## SOURCE DATA
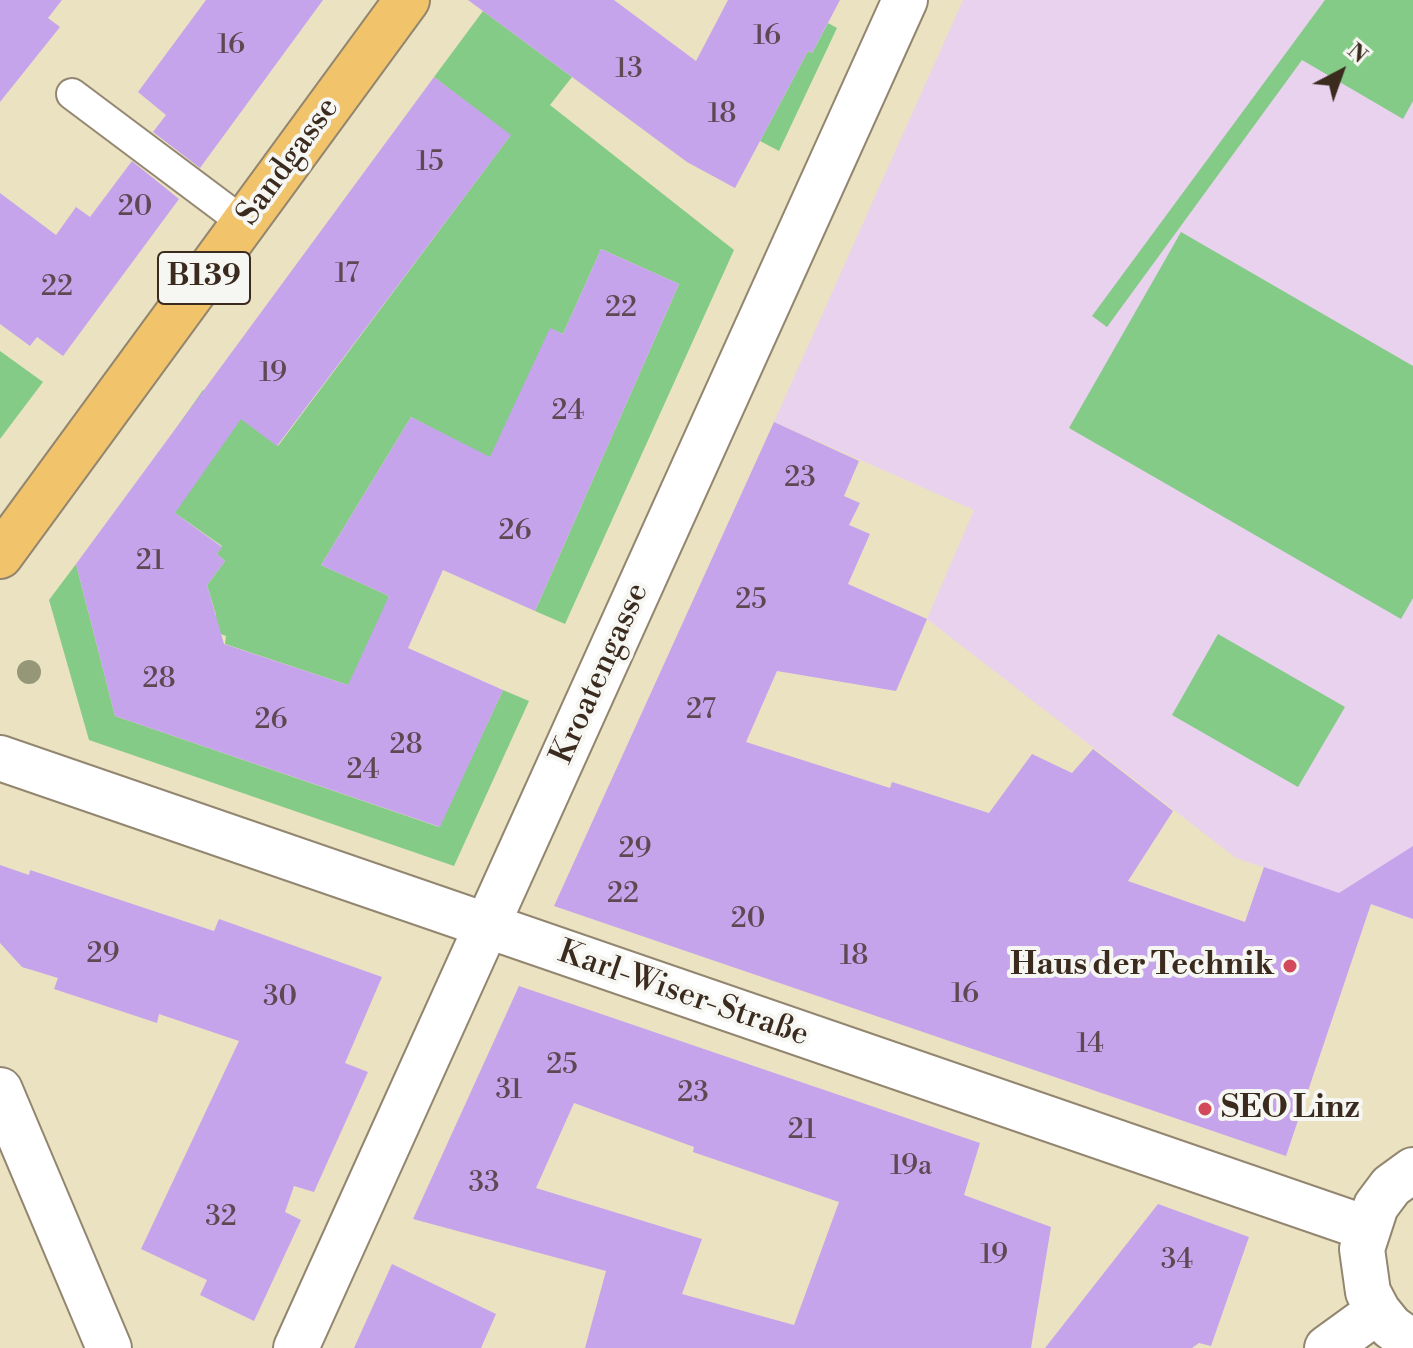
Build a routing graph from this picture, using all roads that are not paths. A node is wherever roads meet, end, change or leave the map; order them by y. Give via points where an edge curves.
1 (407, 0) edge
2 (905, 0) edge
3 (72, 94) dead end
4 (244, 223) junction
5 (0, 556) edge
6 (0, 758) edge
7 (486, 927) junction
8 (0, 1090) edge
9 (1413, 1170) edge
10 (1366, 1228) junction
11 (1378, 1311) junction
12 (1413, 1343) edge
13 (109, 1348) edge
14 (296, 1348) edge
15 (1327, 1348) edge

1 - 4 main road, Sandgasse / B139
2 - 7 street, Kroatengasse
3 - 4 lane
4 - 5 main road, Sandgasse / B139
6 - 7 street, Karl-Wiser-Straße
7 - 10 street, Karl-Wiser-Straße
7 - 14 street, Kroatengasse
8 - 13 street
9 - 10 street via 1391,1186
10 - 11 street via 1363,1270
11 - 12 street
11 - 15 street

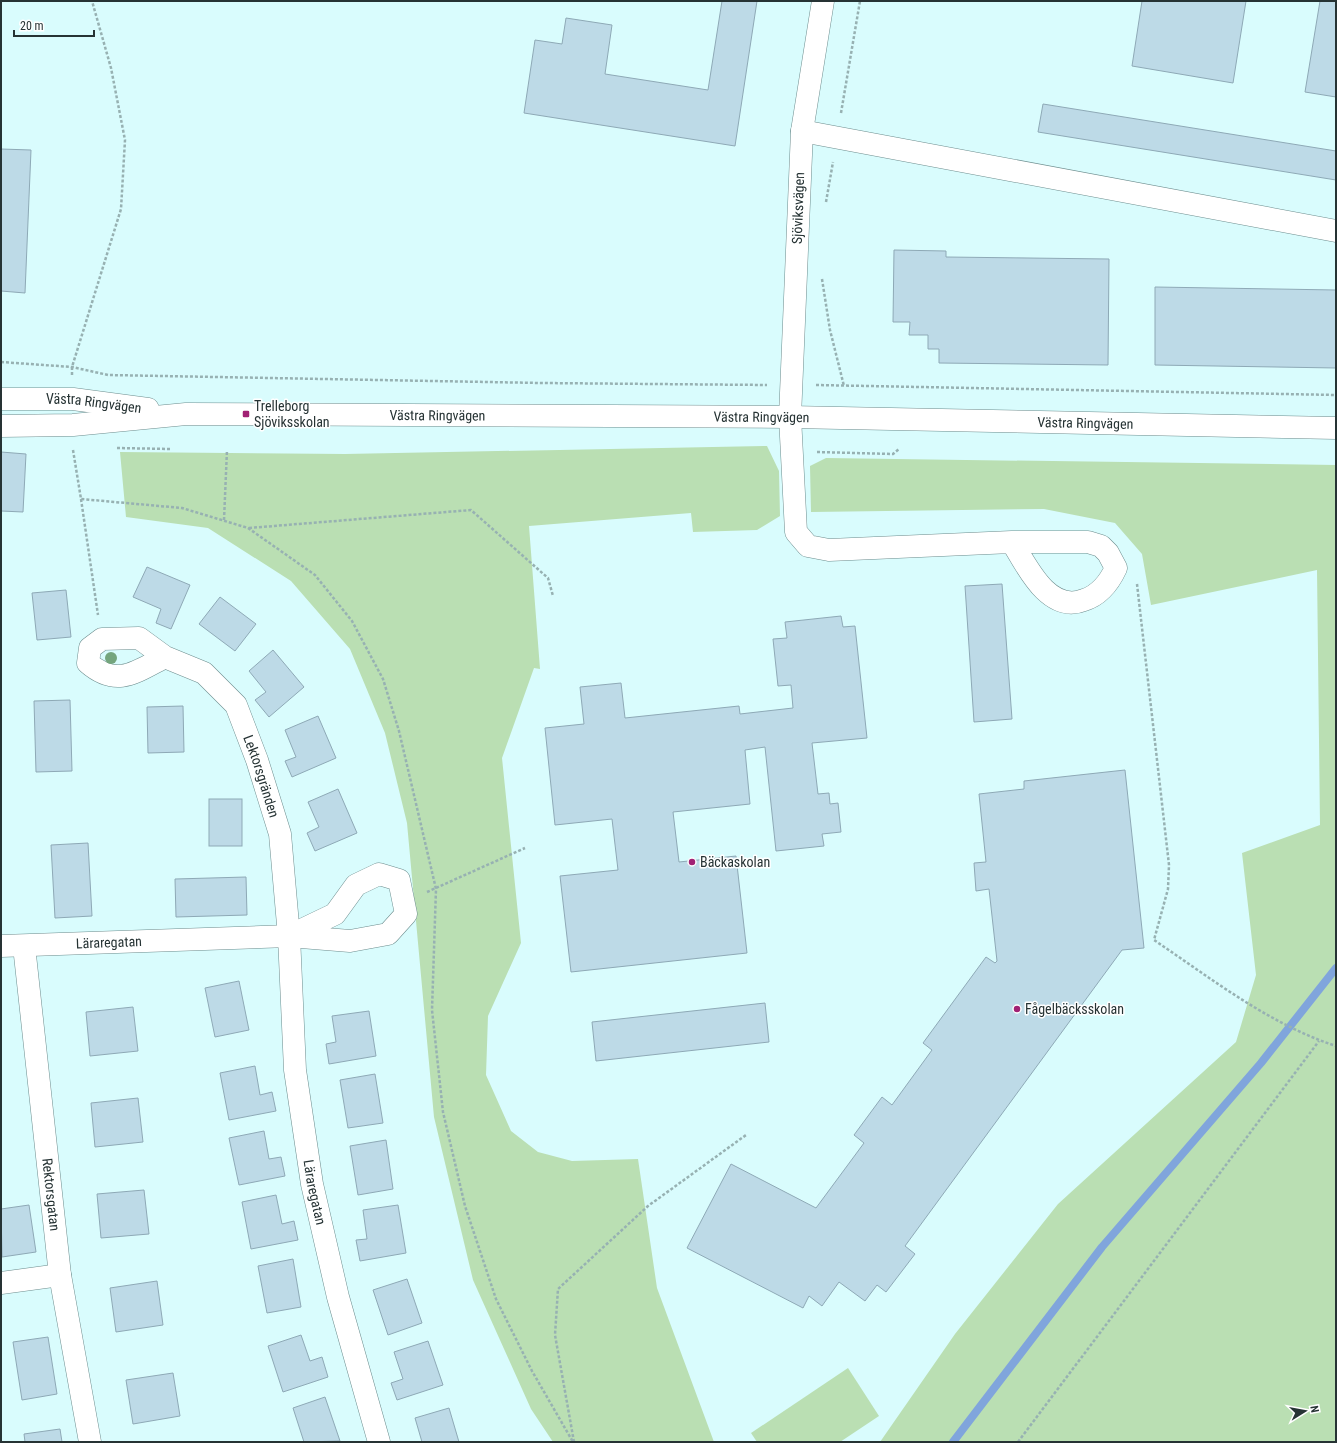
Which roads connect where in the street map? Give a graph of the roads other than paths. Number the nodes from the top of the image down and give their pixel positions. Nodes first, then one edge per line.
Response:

## EXERCISE INSTRUCTIONS
Leave out the pictures and retype every line above exactly.

## SOLUTION
Build a routing graph from this picture, using all roads that are not paths. A node is wherever roads meet, end, change or leave the map; order them by y. Give via points where an edge curves.
1 (407, 0) edge
2 (905, 0) edge
3 (72, 94) dead end
4 (244, 223) junction
5 (0, 556) edge
6 (0, 758) edge
7 (486, 927) junction
8 (0, 1090) edge
9 (1413, 1170) edge
10 (1366, 1228) junction
11 (1378, 1311) junction
12 (1413, 1343) edge
13 (109, 1348) edge
14 (296, 1348) edge
15 (1327, 1348) edge

1 - 4 main road, Sandgasse / B139
2 - 7 street, Kroatengasse
3 - 4 lane
4 - 5 main road, Sandgasse / B139
6 - 7 street, Karl-Wiser-Straße
7 - 10 street, Karl-Wiser-Straße
7 - 14 street, Kroatengasse
8 - 13 street
9 - 10 street via 1391,1186
10 - 11 street via 1363,1270
11 - 12 street
11 - 15 street

Which roads connect where in the street map? Give a graph of the roads other than paths. Number the nodes from the top of the image down and give their pixel positions. Nodes first, then one edge per line.
Response:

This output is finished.